We therefore hold that the petitioner did not receive any “property of the taxpayer” and that she is not a transferee within the meaning of Section 311.


[1] Section 311 does not change the substantive law governing the relationship of debtor and creditor, but merely provides the Commissioner with a procedural device by which the Government, as a creditor, can assess tax deficiencies of a taxpayer (the debtor) to a “transferee” of the assets of the taxpayer. See Pierce v. United States, 1921, 255 U.S. 398, 41 S.Ct. 365, 65 L.Ed. 697; Phillips v. Commissioner, 1931, 283 U.S. 589, 51 S.Ct. 608, 75 L.Ed. 1289. If petitioner is liable to the amount of $10,000 to a judgment creditor of Sales whose execution has been returned unsatisfied, she is liable to the Commissioner under Section 311.

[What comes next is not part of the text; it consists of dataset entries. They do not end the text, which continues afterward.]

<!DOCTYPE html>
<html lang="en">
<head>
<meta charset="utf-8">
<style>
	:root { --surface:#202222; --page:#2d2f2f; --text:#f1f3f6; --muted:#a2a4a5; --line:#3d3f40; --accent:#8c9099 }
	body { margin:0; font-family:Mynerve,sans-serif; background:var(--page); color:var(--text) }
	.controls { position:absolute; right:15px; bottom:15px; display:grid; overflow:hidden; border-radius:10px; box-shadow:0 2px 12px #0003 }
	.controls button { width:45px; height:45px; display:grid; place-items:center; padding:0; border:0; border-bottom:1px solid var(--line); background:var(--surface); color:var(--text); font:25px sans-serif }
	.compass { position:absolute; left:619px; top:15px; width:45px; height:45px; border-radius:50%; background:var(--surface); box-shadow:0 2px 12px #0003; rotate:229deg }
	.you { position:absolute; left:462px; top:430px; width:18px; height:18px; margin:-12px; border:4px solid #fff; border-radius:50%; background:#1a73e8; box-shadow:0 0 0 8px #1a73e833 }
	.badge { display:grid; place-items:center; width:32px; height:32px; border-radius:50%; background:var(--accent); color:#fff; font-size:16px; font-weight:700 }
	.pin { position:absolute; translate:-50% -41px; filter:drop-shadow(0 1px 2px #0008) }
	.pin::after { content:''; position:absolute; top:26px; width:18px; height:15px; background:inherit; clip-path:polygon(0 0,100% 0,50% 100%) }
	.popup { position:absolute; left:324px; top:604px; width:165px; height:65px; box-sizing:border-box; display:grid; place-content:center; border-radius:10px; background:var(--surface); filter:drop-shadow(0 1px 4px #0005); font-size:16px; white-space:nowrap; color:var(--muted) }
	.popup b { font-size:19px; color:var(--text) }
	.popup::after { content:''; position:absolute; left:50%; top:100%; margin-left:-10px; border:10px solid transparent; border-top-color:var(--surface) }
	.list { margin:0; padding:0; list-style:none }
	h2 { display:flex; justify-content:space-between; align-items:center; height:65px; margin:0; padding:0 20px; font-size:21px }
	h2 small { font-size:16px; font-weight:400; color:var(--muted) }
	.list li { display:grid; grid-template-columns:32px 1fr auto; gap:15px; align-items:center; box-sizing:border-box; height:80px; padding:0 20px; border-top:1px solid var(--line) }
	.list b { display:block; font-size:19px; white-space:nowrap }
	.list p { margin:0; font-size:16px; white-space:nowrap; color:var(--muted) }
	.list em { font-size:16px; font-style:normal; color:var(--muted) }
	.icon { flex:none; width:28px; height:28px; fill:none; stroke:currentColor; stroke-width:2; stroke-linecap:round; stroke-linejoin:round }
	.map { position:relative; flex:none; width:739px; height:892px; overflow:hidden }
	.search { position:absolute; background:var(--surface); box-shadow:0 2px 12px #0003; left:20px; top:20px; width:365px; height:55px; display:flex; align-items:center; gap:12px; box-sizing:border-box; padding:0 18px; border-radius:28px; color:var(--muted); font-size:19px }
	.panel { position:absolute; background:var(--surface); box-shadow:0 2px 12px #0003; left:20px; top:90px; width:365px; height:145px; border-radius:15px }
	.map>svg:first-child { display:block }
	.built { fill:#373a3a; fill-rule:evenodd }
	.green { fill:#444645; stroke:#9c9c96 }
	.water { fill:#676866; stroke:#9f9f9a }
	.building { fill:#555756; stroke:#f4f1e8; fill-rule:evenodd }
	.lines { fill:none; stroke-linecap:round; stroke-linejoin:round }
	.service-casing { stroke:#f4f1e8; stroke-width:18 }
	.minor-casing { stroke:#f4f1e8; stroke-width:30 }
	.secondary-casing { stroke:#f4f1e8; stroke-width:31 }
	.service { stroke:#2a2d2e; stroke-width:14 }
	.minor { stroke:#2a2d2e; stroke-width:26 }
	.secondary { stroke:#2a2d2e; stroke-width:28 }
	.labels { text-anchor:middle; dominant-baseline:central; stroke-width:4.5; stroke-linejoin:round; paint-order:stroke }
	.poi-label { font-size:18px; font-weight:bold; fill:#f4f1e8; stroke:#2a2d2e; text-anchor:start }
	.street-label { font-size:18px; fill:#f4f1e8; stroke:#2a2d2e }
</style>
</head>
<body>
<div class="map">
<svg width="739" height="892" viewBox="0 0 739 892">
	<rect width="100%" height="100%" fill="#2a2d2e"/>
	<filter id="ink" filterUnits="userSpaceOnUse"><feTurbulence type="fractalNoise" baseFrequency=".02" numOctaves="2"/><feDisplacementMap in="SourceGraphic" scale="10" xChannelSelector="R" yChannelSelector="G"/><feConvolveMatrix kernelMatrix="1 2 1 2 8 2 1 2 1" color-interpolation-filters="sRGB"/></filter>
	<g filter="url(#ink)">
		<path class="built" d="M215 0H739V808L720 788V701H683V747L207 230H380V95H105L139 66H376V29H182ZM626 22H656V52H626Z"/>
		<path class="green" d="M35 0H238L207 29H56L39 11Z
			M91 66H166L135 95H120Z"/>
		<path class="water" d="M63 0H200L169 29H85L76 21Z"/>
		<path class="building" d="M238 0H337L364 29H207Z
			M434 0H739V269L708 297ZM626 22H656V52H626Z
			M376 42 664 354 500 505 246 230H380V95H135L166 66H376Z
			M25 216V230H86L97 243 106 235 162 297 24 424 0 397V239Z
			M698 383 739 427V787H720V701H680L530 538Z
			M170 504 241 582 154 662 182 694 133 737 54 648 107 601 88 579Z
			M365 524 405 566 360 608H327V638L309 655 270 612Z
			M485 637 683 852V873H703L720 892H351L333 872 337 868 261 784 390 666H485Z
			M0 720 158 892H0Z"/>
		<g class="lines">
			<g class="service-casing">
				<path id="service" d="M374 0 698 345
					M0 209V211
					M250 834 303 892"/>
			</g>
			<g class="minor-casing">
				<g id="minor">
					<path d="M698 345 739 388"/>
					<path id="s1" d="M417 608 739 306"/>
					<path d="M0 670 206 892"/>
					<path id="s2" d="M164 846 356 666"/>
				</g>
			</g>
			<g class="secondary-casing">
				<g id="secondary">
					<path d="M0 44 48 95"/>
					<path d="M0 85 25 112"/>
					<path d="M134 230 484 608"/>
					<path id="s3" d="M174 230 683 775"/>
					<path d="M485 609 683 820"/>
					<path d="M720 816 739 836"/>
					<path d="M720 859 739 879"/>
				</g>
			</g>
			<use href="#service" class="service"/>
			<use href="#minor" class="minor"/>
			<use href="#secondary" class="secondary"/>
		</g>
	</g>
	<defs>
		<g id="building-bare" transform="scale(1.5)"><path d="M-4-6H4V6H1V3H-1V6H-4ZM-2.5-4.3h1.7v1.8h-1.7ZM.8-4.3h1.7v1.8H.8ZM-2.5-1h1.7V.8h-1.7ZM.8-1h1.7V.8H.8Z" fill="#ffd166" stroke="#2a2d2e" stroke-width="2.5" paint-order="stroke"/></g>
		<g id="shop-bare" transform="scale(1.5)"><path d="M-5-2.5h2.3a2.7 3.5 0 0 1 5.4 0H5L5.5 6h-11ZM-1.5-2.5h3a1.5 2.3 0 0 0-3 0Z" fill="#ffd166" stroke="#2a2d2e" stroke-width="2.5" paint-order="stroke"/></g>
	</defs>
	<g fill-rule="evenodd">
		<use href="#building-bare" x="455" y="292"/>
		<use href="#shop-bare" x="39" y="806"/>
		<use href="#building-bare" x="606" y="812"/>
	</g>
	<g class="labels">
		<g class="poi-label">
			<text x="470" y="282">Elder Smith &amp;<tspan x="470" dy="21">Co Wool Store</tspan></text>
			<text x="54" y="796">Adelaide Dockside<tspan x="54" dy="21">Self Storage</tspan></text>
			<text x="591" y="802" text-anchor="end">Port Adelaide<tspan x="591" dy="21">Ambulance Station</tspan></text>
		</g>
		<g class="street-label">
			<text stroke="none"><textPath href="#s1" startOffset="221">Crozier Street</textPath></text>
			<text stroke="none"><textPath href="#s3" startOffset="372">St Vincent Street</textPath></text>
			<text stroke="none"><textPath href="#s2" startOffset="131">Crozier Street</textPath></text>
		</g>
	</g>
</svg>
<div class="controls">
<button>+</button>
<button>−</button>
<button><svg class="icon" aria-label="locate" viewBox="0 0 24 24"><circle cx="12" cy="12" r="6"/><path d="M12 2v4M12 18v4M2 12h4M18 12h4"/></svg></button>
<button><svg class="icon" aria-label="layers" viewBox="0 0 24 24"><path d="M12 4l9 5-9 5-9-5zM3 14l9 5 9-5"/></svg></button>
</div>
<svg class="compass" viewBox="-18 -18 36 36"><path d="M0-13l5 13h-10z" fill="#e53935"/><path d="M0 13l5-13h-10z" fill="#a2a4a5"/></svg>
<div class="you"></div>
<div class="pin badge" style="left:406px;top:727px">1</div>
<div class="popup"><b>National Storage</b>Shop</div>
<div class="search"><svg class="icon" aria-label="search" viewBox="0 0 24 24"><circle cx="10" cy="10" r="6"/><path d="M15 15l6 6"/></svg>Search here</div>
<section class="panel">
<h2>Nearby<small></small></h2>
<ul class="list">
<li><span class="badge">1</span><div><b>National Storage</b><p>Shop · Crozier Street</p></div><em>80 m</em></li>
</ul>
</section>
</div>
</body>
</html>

We do not think that a judgment creditor of Sales could successfully levy on petitioner as a result of the transaction which occurred here, but would be obliged to pursue the assets of Sales to Mavco, which now holds them, instead of to petitioner.

[2] We are aware that more than one person can be subject to transferee liability, Eleanor Lansburgh, Administratrix, 1937, 35 B.T.A. 928. Any person who receives “property of the taxpayer” is within the ambit of Section 311. But we do not think the Mavco preferred received by petitioner was “property of the taxpayer.”
[3] Bates, a corporation, the taxpayer, and one Standard, another corporation, entered into an agreement signed by Chaddick as president of both corporations, whereby Bates was to transfer all of its assets to Standard and liquidate itself, in consideration for which Standard was to assume Bates’ liabilities and issue shares of its stock to Bates’ stockholders on a share-for-share basis. The agreement was consummated, and, pursuant thereto, Chaddick, the majority stockholder of Bates, and the sole stockholder of Standard, received shares of Standard stock in exchange for a like number of shares of Bates, the taxpayer. The Commissioner assessed Chaddick as a transferee of assets belonging to Bates for tax deficiencies of Bates. The Tax Court held, 17 T.C. 151, 160, that Chaddick was not relieved of liability because the shares of Standard exchanged for the taxpayer’s net assets were issued directly to him, instead of first being issued to the taxpayer and then redistributed to Chaddick on liquidation of the taxpayer. The Seventh Circuit affirmed, 200 F.2d 20. Chaddick was in full control of each of these corporations, whereas in the instant case Eleanor Vendig owned no voting stock whatever.